EXERCISE DESCRIPTION:
In the listing below, find the line containing "index pip: (226, 91)". Write out that line and every line after it to the end, exactly and only those.

RECORDS TO PROCESS:
□ □ □ □ □

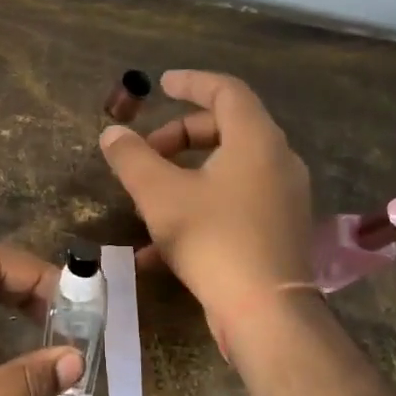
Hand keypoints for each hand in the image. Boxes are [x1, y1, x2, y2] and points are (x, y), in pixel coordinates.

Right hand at [98, 69, 312, 328]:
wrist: (265, 312)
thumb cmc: (213, 240)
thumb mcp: (160, 195)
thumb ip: (132, 158)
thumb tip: (112, 133)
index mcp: (256, 140)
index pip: (226, 91)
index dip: (191, 83)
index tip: (161, 85)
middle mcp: (277, 161)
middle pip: (226, 129)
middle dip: (179, 136)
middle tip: (145, 152)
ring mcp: (282, 198)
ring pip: (228, 170)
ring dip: (185, 175)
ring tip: (147, 198)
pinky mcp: (277, 230)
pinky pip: (234, 204)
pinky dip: (199, 208)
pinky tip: (158, 248)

□ □ □ □ □

ANSWER TO THIS PROBLEM:
index pip: (226, 91)
index dip: (191, 83)
index tip: (161, 85)
middle mcp: (277, 161)
middle pip: (226, 129)
middle dip: (179, 136)
middle tip: (145, 152)
ring mcp: (282, 198)
ring pip: (228, 170)
ring dip: (185, 175)
ring tip: (147, 198)
pinky mcp: (277, 230)
pinky pip: (234, 204)
pinky dip: (199, 208)
pinky tip: (158, 248)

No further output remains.